- Born: 1926 Beijing, China
- Died: 9 October 1997 (aged 70–71) Le Kremlin-Bicêtre, France
- Other name: Bao Ruowang
- Occupations: Journalist, author
- Known for: Imprisonment in the Chinese Laogai

= Jean Pasqualini =

French and Chinese journalist

Jean Pasqualini (鲍若望 (鮑若望, Bào Ruòwàng); 1926 - 9 October 1997) was a French and Chinese journalist who wrote a memoir of his experiences as a political prisoner in the laogai labor camp system. Born in Beijing, Jean Pasqualini was the son of a Chinese mother and a Corsican French father. His Chinese name is rendered as Bao Ruowang, with "Bao" representing the first syllable in Pasqualini and "Ruowang" being a phonetic rendering of Jean.

==Biography==
As a child, Jean Pasqualini attended school in Tianjin and Shanghai. During the Second World War and after, he worked as a translator for the U.S. military and the British Embassy in Beijing prior to the Communist Party takeover in 1949. During the political campaigns of 1957, Pasqualini was sentenced to 12 years in detention and was accused of "counter-revolutionary activity" on the basis of his work with foreigners. He was released in 1964 after France established diplomatic relations with the People's Republic of China. Following his release, he was expelled and moved to Paris.

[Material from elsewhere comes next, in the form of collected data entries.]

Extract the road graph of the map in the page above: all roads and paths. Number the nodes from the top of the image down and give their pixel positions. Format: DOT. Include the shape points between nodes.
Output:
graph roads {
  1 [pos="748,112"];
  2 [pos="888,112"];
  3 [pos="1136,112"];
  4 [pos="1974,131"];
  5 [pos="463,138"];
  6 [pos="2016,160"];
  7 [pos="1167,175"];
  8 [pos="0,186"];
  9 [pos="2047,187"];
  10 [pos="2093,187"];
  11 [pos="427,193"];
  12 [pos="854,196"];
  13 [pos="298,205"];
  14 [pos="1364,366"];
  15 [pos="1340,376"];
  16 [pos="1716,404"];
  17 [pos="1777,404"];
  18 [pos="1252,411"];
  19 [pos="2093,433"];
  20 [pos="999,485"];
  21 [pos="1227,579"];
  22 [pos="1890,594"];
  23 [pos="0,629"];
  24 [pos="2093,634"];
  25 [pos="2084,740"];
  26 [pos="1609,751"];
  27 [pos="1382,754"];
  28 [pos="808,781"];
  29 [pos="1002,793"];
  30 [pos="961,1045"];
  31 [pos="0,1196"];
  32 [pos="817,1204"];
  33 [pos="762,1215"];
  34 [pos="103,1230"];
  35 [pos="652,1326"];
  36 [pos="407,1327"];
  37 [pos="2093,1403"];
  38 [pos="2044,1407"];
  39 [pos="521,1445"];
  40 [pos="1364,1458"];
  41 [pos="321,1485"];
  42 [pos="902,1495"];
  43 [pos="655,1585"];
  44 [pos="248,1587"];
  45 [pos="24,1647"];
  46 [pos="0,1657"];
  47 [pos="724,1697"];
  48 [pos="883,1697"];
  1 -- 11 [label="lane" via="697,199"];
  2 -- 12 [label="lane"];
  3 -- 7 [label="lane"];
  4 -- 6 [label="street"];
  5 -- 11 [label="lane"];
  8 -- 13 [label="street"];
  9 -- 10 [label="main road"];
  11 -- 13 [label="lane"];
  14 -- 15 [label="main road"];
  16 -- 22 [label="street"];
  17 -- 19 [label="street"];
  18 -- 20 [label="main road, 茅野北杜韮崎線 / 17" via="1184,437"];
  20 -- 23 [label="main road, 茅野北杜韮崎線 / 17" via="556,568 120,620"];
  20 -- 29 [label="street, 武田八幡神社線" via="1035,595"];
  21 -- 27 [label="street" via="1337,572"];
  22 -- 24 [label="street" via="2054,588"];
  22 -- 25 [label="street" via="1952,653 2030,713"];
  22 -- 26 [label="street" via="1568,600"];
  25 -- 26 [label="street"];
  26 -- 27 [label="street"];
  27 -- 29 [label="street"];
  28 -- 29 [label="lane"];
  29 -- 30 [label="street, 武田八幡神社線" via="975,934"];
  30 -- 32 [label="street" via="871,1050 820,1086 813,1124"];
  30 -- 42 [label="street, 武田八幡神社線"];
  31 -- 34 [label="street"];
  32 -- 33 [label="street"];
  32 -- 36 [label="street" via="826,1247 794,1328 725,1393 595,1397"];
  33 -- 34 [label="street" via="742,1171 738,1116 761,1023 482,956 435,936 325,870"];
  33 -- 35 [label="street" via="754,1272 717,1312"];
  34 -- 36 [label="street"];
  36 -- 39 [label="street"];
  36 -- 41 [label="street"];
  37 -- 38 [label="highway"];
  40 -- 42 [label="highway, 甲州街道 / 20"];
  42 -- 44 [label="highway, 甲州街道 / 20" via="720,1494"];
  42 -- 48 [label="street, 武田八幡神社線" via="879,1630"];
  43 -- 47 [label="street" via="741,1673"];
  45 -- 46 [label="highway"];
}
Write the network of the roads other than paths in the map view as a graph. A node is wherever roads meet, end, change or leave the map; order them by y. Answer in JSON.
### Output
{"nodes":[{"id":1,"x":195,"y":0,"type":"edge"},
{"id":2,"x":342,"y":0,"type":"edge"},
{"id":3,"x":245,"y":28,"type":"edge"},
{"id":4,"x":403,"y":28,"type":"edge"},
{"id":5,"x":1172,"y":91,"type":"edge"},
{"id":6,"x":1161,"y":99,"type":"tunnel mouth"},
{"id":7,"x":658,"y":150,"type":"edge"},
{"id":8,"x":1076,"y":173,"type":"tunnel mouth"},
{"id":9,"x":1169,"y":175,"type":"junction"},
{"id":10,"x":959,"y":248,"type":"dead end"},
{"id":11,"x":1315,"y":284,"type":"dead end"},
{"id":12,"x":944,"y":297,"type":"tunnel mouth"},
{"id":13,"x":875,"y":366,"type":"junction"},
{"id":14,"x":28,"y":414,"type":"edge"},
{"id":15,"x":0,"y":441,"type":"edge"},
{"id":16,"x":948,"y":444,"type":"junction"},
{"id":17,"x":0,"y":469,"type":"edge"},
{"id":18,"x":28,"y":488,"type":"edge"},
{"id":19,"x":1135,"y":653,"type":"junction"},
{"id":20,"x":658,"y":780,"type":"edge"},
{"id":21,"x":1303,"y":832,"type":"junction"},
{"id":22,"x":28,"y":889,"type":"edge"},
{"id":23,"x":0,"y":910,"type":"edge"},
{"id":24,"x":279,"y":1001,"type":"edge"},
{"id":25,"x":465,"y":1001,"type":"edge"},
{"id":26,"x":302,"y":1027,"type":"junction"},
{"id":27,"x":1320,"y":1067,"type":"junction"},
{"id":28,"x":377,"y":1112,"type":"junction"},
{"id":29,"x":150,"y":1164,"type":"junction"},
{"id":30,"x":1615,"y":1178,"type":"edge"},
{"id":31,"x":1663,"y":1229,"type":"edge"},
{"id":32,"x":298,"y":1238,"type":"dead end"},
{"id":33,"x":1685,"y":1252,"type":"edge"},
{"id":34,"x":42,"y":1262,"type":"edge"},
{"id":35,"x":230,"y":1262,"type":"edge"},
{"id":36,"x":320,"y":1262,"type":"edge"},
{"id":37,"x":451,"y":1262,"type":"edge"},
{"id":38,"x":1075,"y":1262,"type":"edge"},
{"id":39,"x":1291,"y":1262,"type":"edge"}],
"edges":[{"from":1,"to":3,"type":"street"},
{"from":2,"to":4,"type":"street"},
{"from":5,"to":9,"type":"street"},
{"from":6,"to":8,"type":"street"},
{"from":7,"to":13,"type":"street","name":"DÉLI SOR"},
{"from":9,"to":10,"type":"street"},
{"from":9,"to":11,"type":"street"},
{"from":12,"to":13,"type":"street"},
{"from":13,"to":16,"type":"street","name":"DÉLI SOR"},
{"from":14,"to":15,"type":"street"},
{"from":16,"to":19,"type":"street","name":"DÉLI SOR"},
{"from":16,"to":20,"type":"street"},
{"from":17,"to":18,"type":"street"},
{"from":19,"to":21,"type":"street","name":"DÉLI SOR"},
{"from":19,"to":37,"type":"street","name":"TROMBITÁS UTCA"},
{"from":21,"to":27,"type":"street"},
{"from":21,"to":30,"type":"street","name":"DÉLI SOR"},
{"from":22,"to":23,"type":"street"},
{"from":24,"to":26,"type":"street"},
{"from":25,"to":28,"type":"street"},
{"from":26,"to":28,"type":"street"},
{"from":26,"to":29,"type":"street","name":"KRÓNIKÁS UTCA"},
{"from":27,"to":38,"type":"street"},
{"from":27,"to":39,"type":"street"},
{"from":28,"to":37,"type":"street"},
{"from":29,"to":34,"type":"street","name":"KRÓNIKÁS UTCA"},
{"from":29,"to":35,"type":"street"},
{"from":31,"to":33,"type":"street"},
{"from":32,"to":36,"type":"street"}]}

In 1973, along with co-author Rudolph Chelminski, Pasqualini published his autobiography Prisoner of Mao. The book recounted his experiences as a prisoner from 1957 to 1964, including 15 months of interrogation that led to a 700-page confession. Pasqualini recalled the experience of the Great Chinese Famine and of being privately warned by a labor camp doctor not to eat the adulterated food that had been mixed with sawdust. He also detailed at length the daily criticism and self-criticism sessions. Over the course of his imprisonment, Jean Pasqualini wrote that he lost the capacity for independent thought, his defiance and skepticism gradually giving way to acceptance of his own guilt.

I would defy any man, Chinese or not, to hold out against them. Their aim is not so much to make you invent nonexistent crimes, but to make you accept your ordinary life, as you led it, as rotten and sinful and worthy of punishment.
— Jean Pasqualini, Prisoner of Mao

Pasqualini spent his later years in France working as a translator and researcher for Newsweek and Life magazine. In 1992, he co-founded the Laogai Research Foundation with Harry Wu. He died in a Paris hospital in 1997.

==Influence==
Pasqualini's account of life in the labor camp system was a major source for The Black Book of Communism. His book has been translated into several languages, and was made into a French-language movie in 1977. It has been described as the first autobiographical account of life in China's labor camp system.

When Pasqualini's book was initially published, he was criticized and denounced by French supporters of the Communist Revolution who, according to Seth Faison, "refused to believe that the seemingly utopian nation of happy peasants and workers ... could have such a dark side." In 1978, Belgian sinologist Pierre Ryckmans described Prisoner of Mao as the "most fundamental document on the Maoist ‘Gulag’ and, as such, the most studiously ignored by the lobby that maintains that there is no human-rights problem in the People's Republic." Criticism subsided years later as more information emerged to corroborate Pasqualini's account, and Chinese authorities admitted to the excesses of the period.